Credit multi-award winning producer/guitarist Dann Huff, the man behind Keith Urban, Thomas Rhett, Brantley Gilbert and Rascal Flatts, with helping Brown find the aggressive musical balance that allows his records to connect with men as well as women.
“For a couple songs, we needed a swampier feel. With ‘Baby Come Back,’ guys might listen to how it sounds, and it’s what intrigues dudes. Or ‘It Ain’t You,’ has that super-rocking feel with all the solos and stuff.
“A lot of guys are very prideful of what they think. I’ve had guys come and be like, “’Heaven’ is everything my wife would like to hear in a song, and you did that. So, thank you.’ It’s cool, ‘cause I was trying to do that, but make it a little more masculine, you know...”
Experiment, beyond the music, sees Brown pushing what was being said. Always a strong proponent of relationship songs, he also had a stronger sense of what and how he wanted to communicate. “I kind of realized that I wanted to say more, and kind of going back to the live show, what kind of songs I wanted out there.”

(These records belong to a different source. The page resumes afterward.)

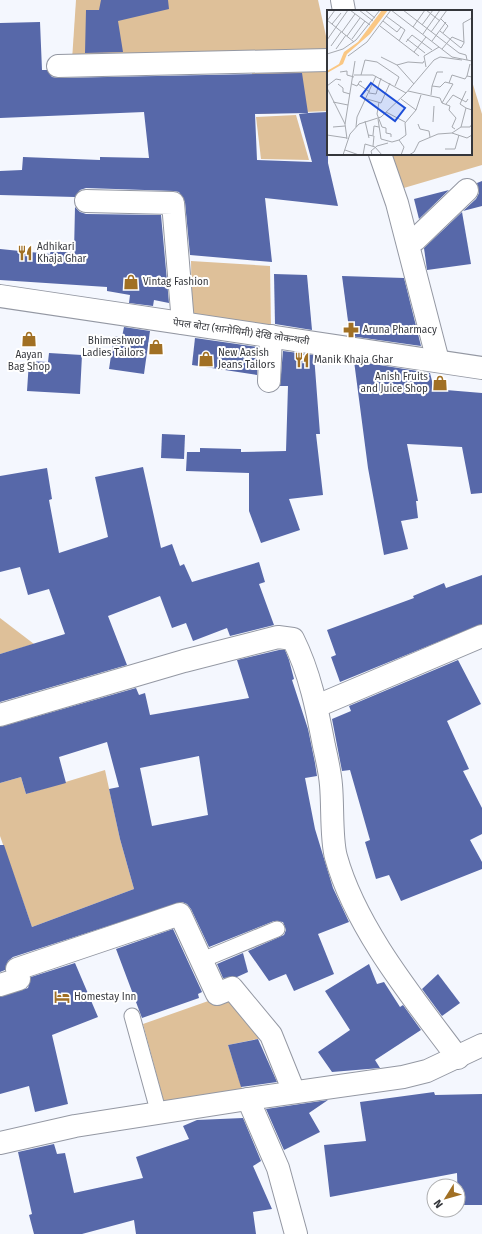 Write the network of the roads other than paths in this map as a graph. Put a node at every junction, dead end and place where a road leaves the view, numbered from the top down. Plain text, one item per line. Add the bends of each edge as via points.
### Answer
1 (342, 0) edge
2 (344, 10) edge
3 (327, 60) edge
4 (58, 66) dead end
5 (380, 155) edge
6 (467, 190) dead end
7 (86, 202) dead end
8 (415, 240) dead end
9 (0, 296) edge
10 (183, 323) junction
11 (270, 336) junction
12 (438, 361) junction
13 (482, 368) edge
14 (269, 381) dead end
15 (482, 636) edge
16 (317, 706) junction
17 (0, 715) edge
18 (277, 929) dead end
19 (202, 960) junction
20 (0, 985) edge
21 (132, 1016) dead end
22 (482, 1045) edge
23 (458, 1058) junction
24 (294, 1092) junction
25 (248, 1099) junction
26 (159, 1114) junction
27 (0, 1143) edge
28 (296, 1234) edge

1 - 2 street
3 - 4 street
5 - 12 street via 397,203
6 - 8 street
7 - 10 street via 173,203
9 - 10 street, पेपल बोटा (सानोथिमी) देखि लोकन्थली
10 - 11 street, पेपल बोटा (सानोथिमी) देखि लोकन्थली
11 - 12 street, पेपल बोटा (सानोथिमी) देखि लोकन्थली
11 - 14 street
12 - 13 street, पेपल बोटा (सानोथिमी) देखि लोकन्थली
15 - 16 street
16 - 17 street via 303,659 293,639 278,637 184,661
16 - 23 street via 331,783 336,856 346,886 366,926 401,981
18 - 19 lane
19 - 20 street via 180,914 17,970 19,979
19 - 24 street via 217,994 232,988 271,1035
21 - 26 lane
22 - 23 street
23 - 24 street via 427,1071 403,1077
24 - 25 street
25 - 26 street
25 - 28 street via 278,1168
26 - 27 street via 75,1126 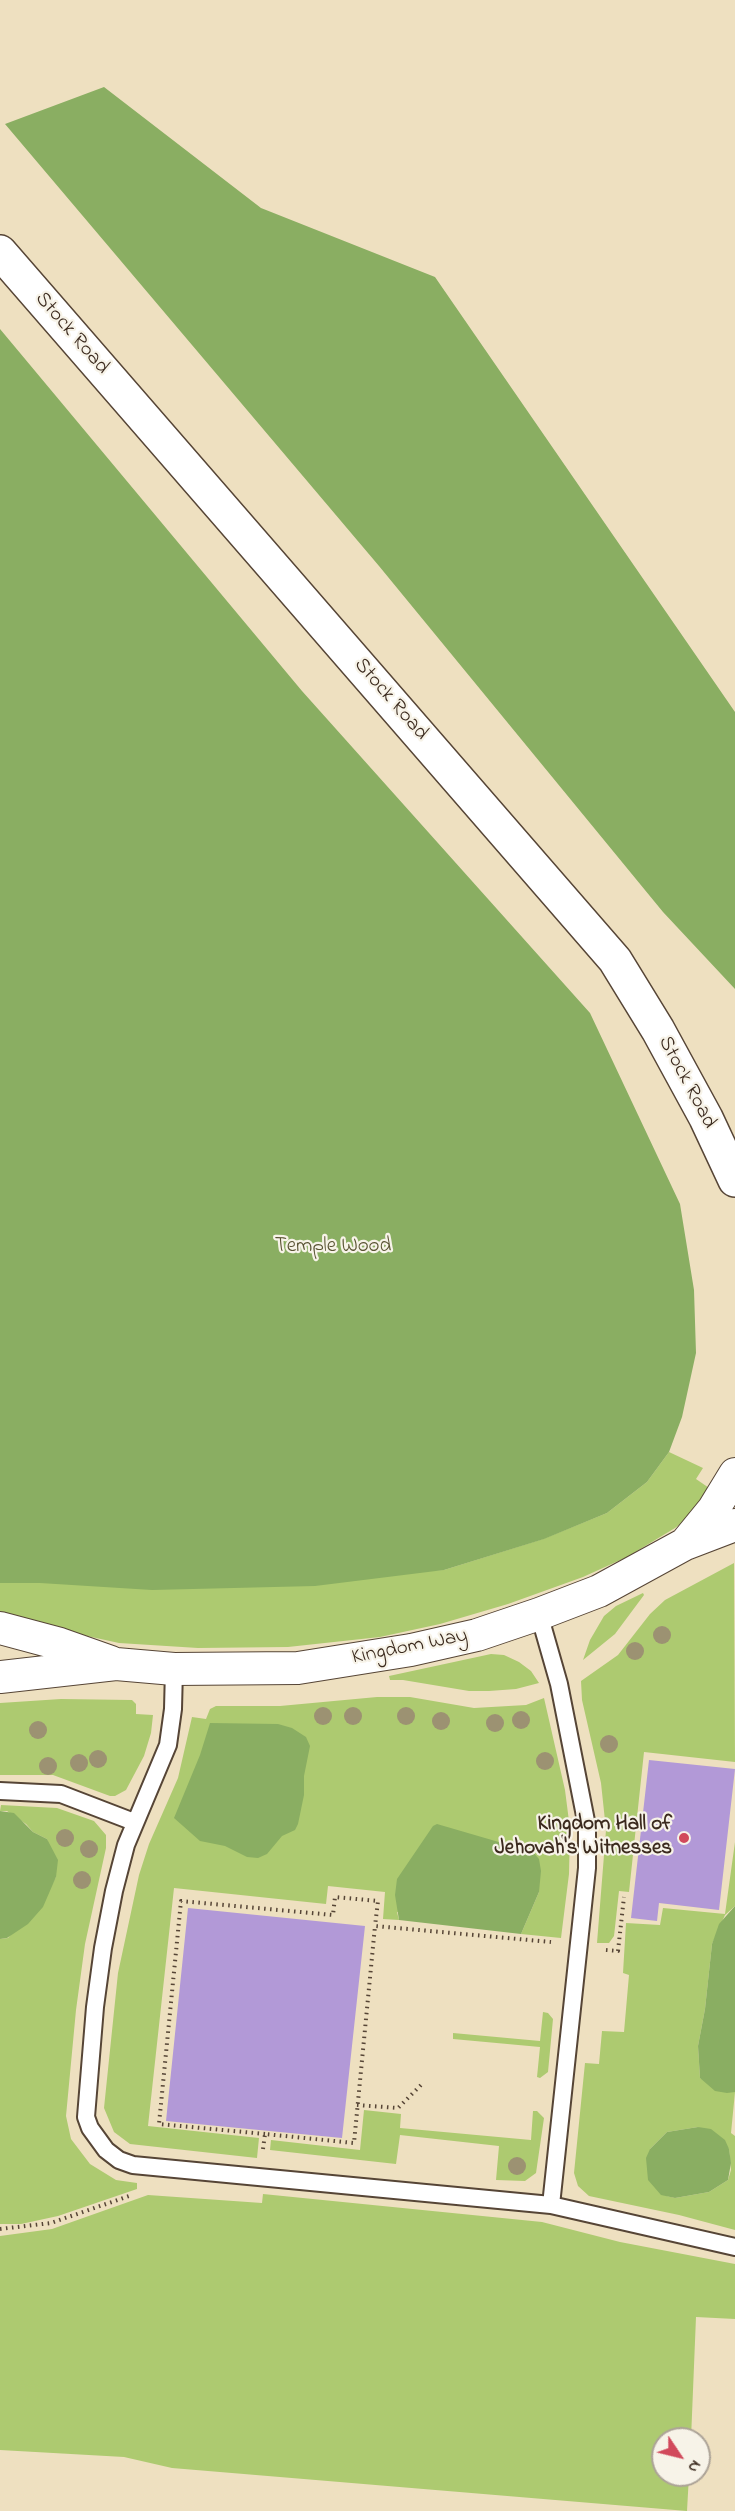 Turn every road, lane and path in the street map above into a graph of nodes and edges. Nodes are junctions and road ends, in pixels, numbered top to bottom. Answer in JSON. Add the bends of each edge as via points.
{"nodes":[{"id":1,"x":0,"y":252,"type":"edge"},
{"id":2,"x":735,"y":1180,"type":"edge"},
{"id":3,"x":735,"y":1474,"type":"edge"},
{"id":4,"x":735,"y":1525,"type":"edge"},
{"id":5,"x":685,"y":1544,"type":"junction"},
{"id":6,"x":539,"y":1614,"type":"junction"},
{"id":7,"x":0,"y":1628,"type":"edge"},
{"id":8,"x":116,"y":1664,"type":"junction"},
{"id":9,"x":174,"y":1669,"type":"junction"},
{"id":10,"x":0,"y":1677,"type":"edge"},
{"id":11,"x":0,"y":1791,"type":"edge"},
{"id":12,"x":134,"y":1822,"type":"junction"},
{"id":13,"x":624,"y":1897,"type":"dead end"},
{"id":14,"x":375,"y":1926,"type":"junction"},
{"id":15,"x":561,"y":1943,"type":"dead end"},
{"id":16,"x":597,"y":1948,"type":"dead end"},
{"id":17,"x":424,"y":2082,"type":"dead end"},
{"id":18,"x":357,"y":2104,"type":"junction"},
{"id":19,"x":265,"y":2134,"type":"junction"},
{"id":20,"x":262,"y":2154,"type":"dead end"},
{"id":21,"x":141,"y":2192,"type":"dead end"},
{"id":22,"x":551,"y":2205,"type":"junction"},
{"id":23,"x":0,"y":2229,"type":"edge"},
{"id":24,"x":735,"y":2247,"type":"edge"}],
"edges":[{"from":1,"to":2,"type":"main road","name":"Stock Road","via":[[615,960],[658,1030]]},
{"from":3,"to":5,"type":"street","name":"Kingdom Way","via":[[713,1510]]},
{"from":4,"to":5,"type":"street","name":"Kingdom Way"},
{"from":5,"to":6,"type":"street","name":"Kingdom Way","via":[[598,1591]]},
{"from":6,"to":9,"type":"street","name":"Kingdom Way","via":[[477,1635],[298,1668]]},
{"from":6,"to":22,"type":"lane","via":[[560,1684],[587,1826],[587,1868]]},
{"from":7,"to":8,"type":"street","name":"Kingdom Way"},
{"from":8,"to":9,"type":"street","name":"Kingdom Way"},
{"from":8,"to":10,"type":"street","name":"Kingdom Way"},
{"from":9,"to":12,"type":"lane","via":[[168,1745]]},
{"from":11,"to":12,"type":"lane","via":[[61,1794]]},
{"from":12,"to":22,"type":"lane","via":[[103,1948],[87,2092],[86,2117],[106,2150],[133,2165]]},
{"from":13,"to":16,"type":"path","via":[[618,1951]]},
{"from":14,"to":15,"type":"path"},
{"from":14,"to":18,"type":"path"},
{"from":14,"to":19,"type":"path","via":[[378,1901],[335,1897],[333,1915],[181,1900],[159,2124]]},
{"from":17,"to":18,"type":"path","via":[[398,2108]]},
{"from":18,"to":19,"type":"path","via":[[354,2143]]},
{"from":19,"to":20,"type":"path"},
{"from":21,"to":23,"type":"path","via":[[51,2223]]},
{"from":22,"to":24,"type":"lane"}]}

To that end, “American Bad Dream” is a taut bit of rock – all smoky groove, buzzy National guitar and Brown’s resonant baritone – stretched across lean acoustic country verses. Tackling the state of the nation, he juxtaposes the reality of being a young black man when he was in high school and today.
“‘Learning’ from my first album was super-heavy, but it was about my life. I wanted a serious song, but about what’s going on right now, because I don’t feel like enough people are talking about this stuff. I’m not saying that guns are good, or that guns are bad, I’m just saying what the news has already told everybody. I’m just saying, ‘Let’s figure something out.’
“That’s why the first verse of ‘American Bad Dream’ is about when I was a freshmen, what most dudes worry about is losing their virginity, just working on grades and getting laid. But that’s not the biggest problem – and it’s because people are being dumb. And my sense when we were writing this, is just that the devil is taking over, and people aren’t realizing it. They’re jumping on sides, without realizing we need to find a way to meet in the middle. And I was trying to fix it (by pointing that out).”
Finding the common ground, coming together and understanding other people’s fears is pivotal to the next-generation star. Whether it’s the grown-up relationship truth inside the silky “Work” or the piano balladry of “Live Forever,” it’s the connection that transforms the music – and the man singing.
“I believe men and women are equal. I respect people,” he explains of his very grown-up approach to love songs and being young. “I’ve got people who like all kinds of music, and say, ‘I don’t like country music, but I like you.’ There are the country radio fans, who hear the songs, and the Kane Brown fans who know songs radio doesn’t touch, and it all good.
“A song like ‘Lose It,’ unless you’re a diehard fan, you’re not gonna pick it up and play it; but if it comes on, it’s so rocking live, just in-your-face-live, and that works.”
Pausing he smiles reflectively. He knows the unsaid, and while it’s not been brought up, he realizes, it might as well be asked. As a breakout Cherokee/African American, his place in today’s country speaks to the shifts in the U.S. “I’d just say, ‘I’m just a guy who wants to make people realize you shouldn’t judge a book by its cover.’ I’m just somebody who’s wanting, no matter what race you are, if you like country music, if you want to be in country music, then you can be. Just look at me, and come on.”